In Iowa, Alliant Energy Corporation is asking to recover the remaining $265 million balance of its Lansing coal plant using a regulatory asset amortized over the plant’s previously expected remaining operating life of 13 years. According to Alliant’s Clean Energy Blueprint, the utility is also planning to bring 400 MW of solar online in the coming year, along with 99 MW of repowered wind, 28 MW of storage, and 94 MW of solar plus storage by 2030. Alliant has already indicated that it is applying for EIR financing. However, given that the portfolio of projects in the application has not been disclosed, we rely on the company’s Clean Energy Blueprint, along with the Lansing unrecovered plant balance. We estimate that the total nominal costs of this portfolio will be $888 million (see Modeling Appendix for assumptions).

Exhibit 1: Alliant EIR Financing Structure Comparison

Our financial analysis compares the NPV of costs, first-year costs, and forward earnings impacts of Alliant taking one or more of the steps we outlined in the previous section, including the possibility that EIR financing ultimately only substitutes for future utility debt issuances. Our reference scenario is a business-as-usual scenario.

  • Business as Usual (BAU) – We estimate the cost of traditional utility financing for full recovery of Lansing and the new portfolio of renewables at $977 million (NPV 2024$), with $271 million coming from the Lansing recovery and $706 million coming from new clean energy. We estimate that the combination of the reinvestment portfolio and Lansing recovery results in three-year forward earnings of $35 million after the full portfolio is deployed in 2029.

We compare this reference point to five EIR scenarios:

  • 48% EIR (replaces utility debt), No Capital Recycling – This is a conservative EIR scenario, in which Alliant obtains just enough EIR financing to displace utility debt in the company’s regulator-approved capital structure for its reinvestment portfolio.

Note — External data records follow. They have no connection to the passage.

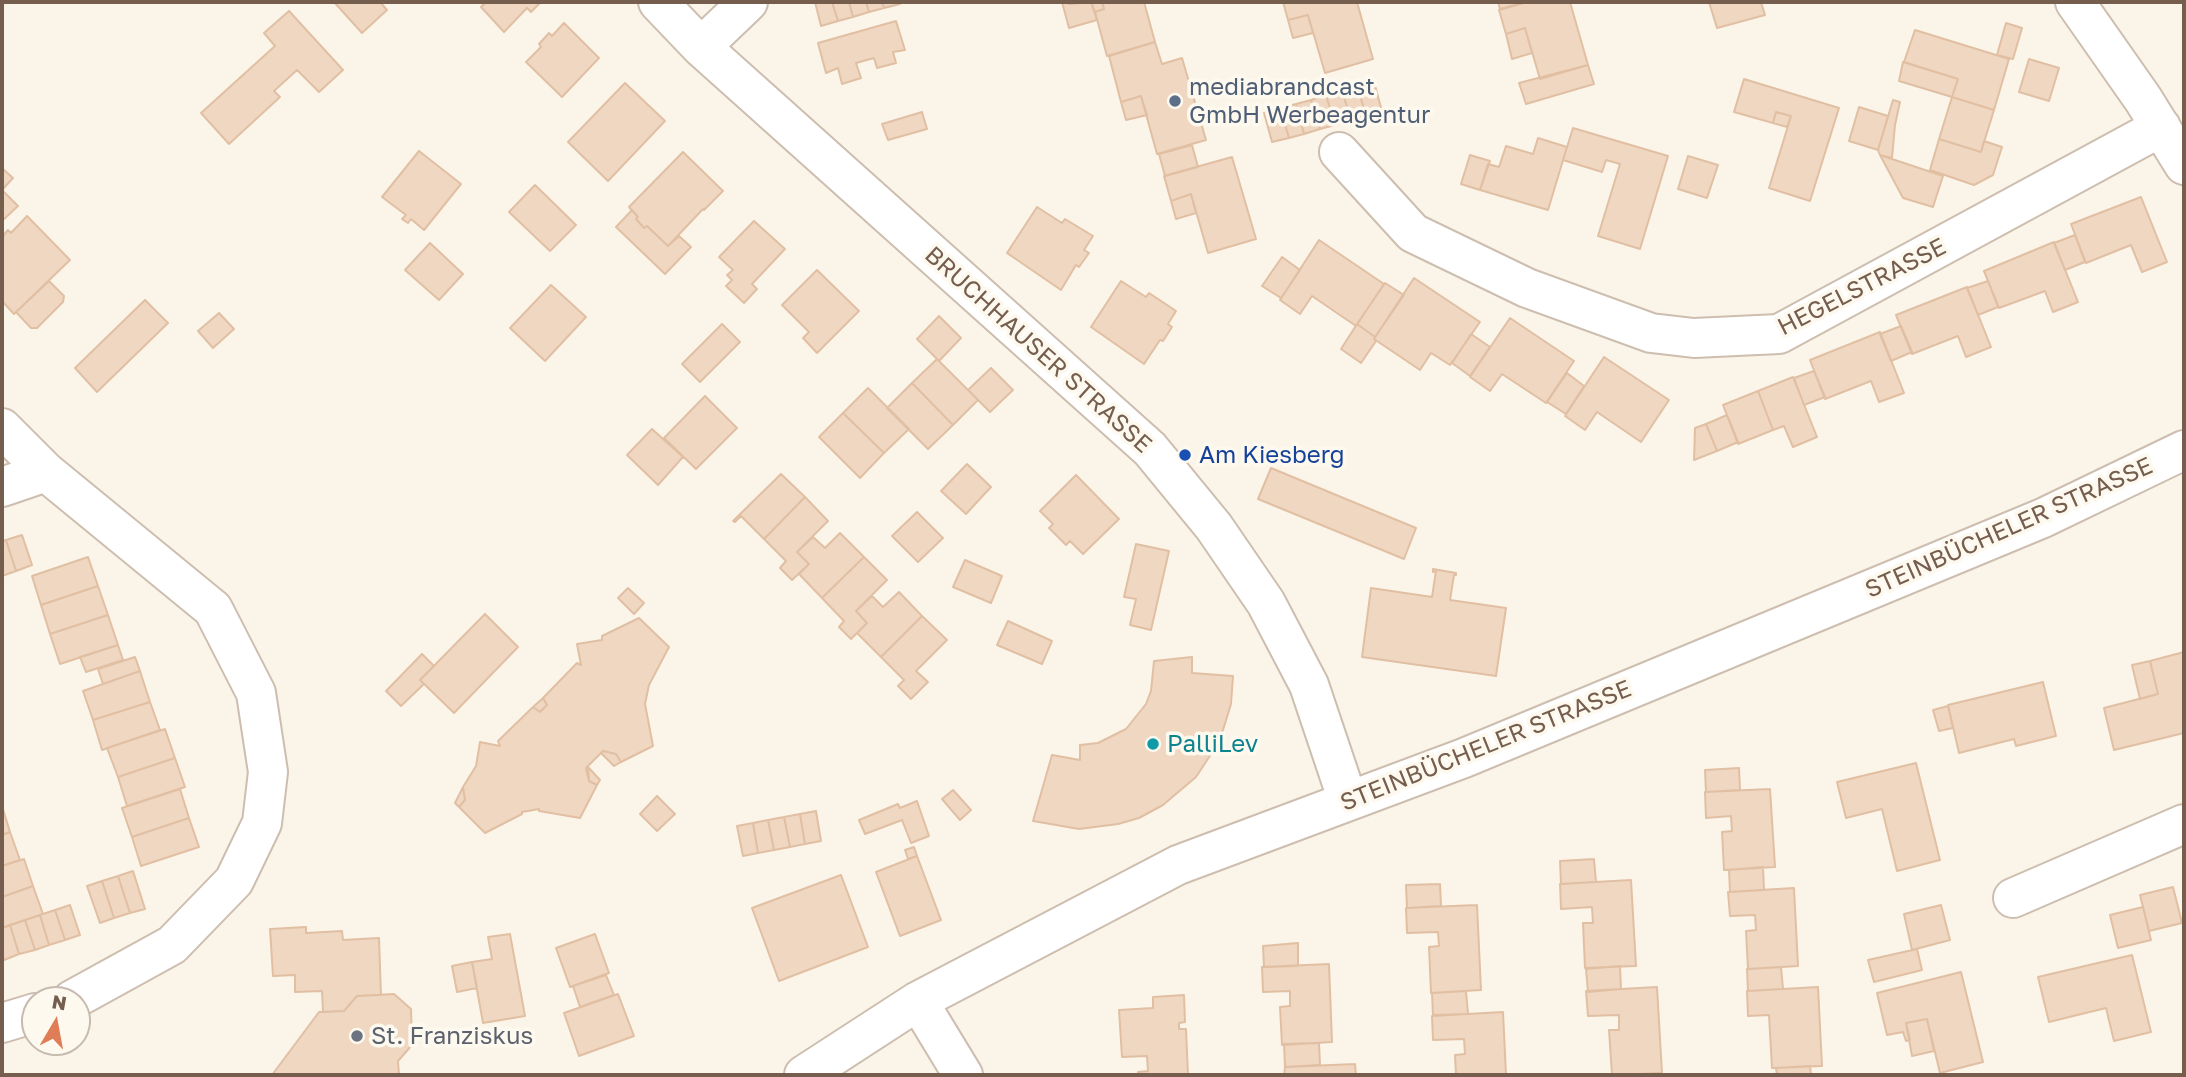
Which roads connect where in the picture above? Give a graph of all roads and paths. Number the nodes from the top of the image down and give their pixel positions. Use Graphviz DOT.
graph roads {
  1 [pos="657,2"];
  2 [pos="748,2"];
  3 [pos="2075,2"];
  4 [pos="701,47"];
  5 [pos="2161,127"];
  6 [pos="1339,152"];
  7 [pos="2184,165"];
  8 [pos="2,428"];
  9 [pos="2184,450"];
  10 [pos="46,472"];
  11 [pos="2,487"];
  12 [pos="1348,801"];
  13 [pos="2184,824"];
  14 [pos="2013,898"];
  15 [pos="91,990"];
  16 [pos="918,1001"];
  17 [pos="21,1017"];
  18 [pos="2,1023"];
  19 [pos="804,1075"];
  20 [pos="964,1075"];
  1 -- 4 [label="street, BRUCHHAUSER STRASSE"];
  2 -- 4 [label="street"];
  3 -- 5 [label="street"];
  4 -- 12 [label="street, BRUCHHAUSER STRASSE"];
  5 -- 6 [label="street, HEGELSTRASSE"];
  5 -- 7 [label="street"];
  8 -- 10 [label="street"];
  9 -- 12 [label="street, STEINBÜCHELER STRASSE"];
  10 -- 11 [label="street"];
  10 -- 15 [label="street"];
  12 -- 16 [label="street, STEINBÜCHELER STRASSE"];
  13 -- 14 [label="street"];
  16 -- 19 [label="street, STEINBÜCHELER STRASSE"];
  16 -- 20 [label="street"];
  17 -- 18 [label="street"];
}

In this case, EIR debt would provide $426 million of the clean energy portfolio capital stack, while the remaining $462 million would be financed by utility equity. This scenario costs ratepayers $965 million (NPV 2024$), $12 million less than the traditional utility finance reference.
  • 60% EIR, High EIR leverage, No Capital Recycling Here we assume both a larger EIR loan of $533 million and that any future rate base retains the same pre-approved equity ratio without regard for the increased leverage of the EIR projects. As a result, ratepayer savings would be significant, $217 million (NPV 2024$) less than the traditional utility financing reference point. Savings now also come from displacing some of Alliant’s total equity — reducing three-year forward earnings by 63% or $22 million relative to BAU due to foregone equity investment in high-quality rate base. This is a very affordable approach for ratepayers, but it is the least attractive for shareholders both absolutely and on a risk-adjusted basis as it retains low-quality rate base while sacrificing high-quality rate base to leverage.
  • 29% EIR, Capital Recycling only Alliant could also choose to use low EIR leverage, sufficient only for capital recycling of the Lansing plant — in other words, a loan of $265 million. Unlike in the previous scenarios, we assume that the EIR loan is recovered via a dedicated surcharge. As all utility financial resources are fungible at the corporate level, the regulator deems that, for ratemaking purposes, an amount equivalent to the EIR proceeds to be repaid through the surcharge has provided the utility cost recovery for Lansing. Therefore, in subsequent rate proceedings, Lansing costs would be deemed to be recovered through the dedicated surcharge and would no longer need to be recovered in base rates. Ratepayer savings are $94 million (NPV 2024$) relative to traditional utility financing. The low-quality rate base components are now financed with low-cost EIR debt over thirty years (as opposed to 13 years). As a result of these decisions, Year 1 costs are $63 million — $19 million lower than traditional utility finance and $18 million lower than the scenario with 48% EIR but no capital recycling.
  • 40% EIR, Moderate leverage, Capital Recycling This capital recycling scenario assumes a larger $355 million EIR loan. The loan is recovered through a dedicated surcharge. For ratemaking purposes, an amount equivalent to the full EIR proceeds is assumed to cover Lansing cost recovery as well as $90 million in utility capital (both debt and equity at the authorized rate of return) for the reinvestment portfolio. The utility sees net growth of $622 million in rate base. The utility also benefits from having $265 million in relatively short-duration Lansing rate base with uncertain prospects for cost recovery “recycled” into $265 million of longer-duration clean energy rate base. As is the case with securitization, for regulatory purposes, the company’s approved capital structure and rate of return are calculated excluding the off-balance sheet EIR debt.
    ‌‌
    Ratepayer savings are $128 million (NPV 2024$) or 13% lower than BAU. Year 1 costs fall to $59 million, and three-year forward earnings are $25 million, or 72% of the earnings in the BAU scenario. This is an attractive outcome for ratepayers (who benefit from higher leverage across the rate base) and on a risk-adjusted basis for shareholders (who now earn on a rate base comprising only high-quality components).
  • 60% EIR, High EIR leverage, Capital Recycling – This scenario increases the EIR loan size to $533 million. Ratepayer saving grow to $204 million, only slightly below the savings in the 60% leverage scenario without capital recycling. This is the second-worst outcome for shareholders (the worst being the 60% leverage without capital recycling); three-year forward earnings are $18 million.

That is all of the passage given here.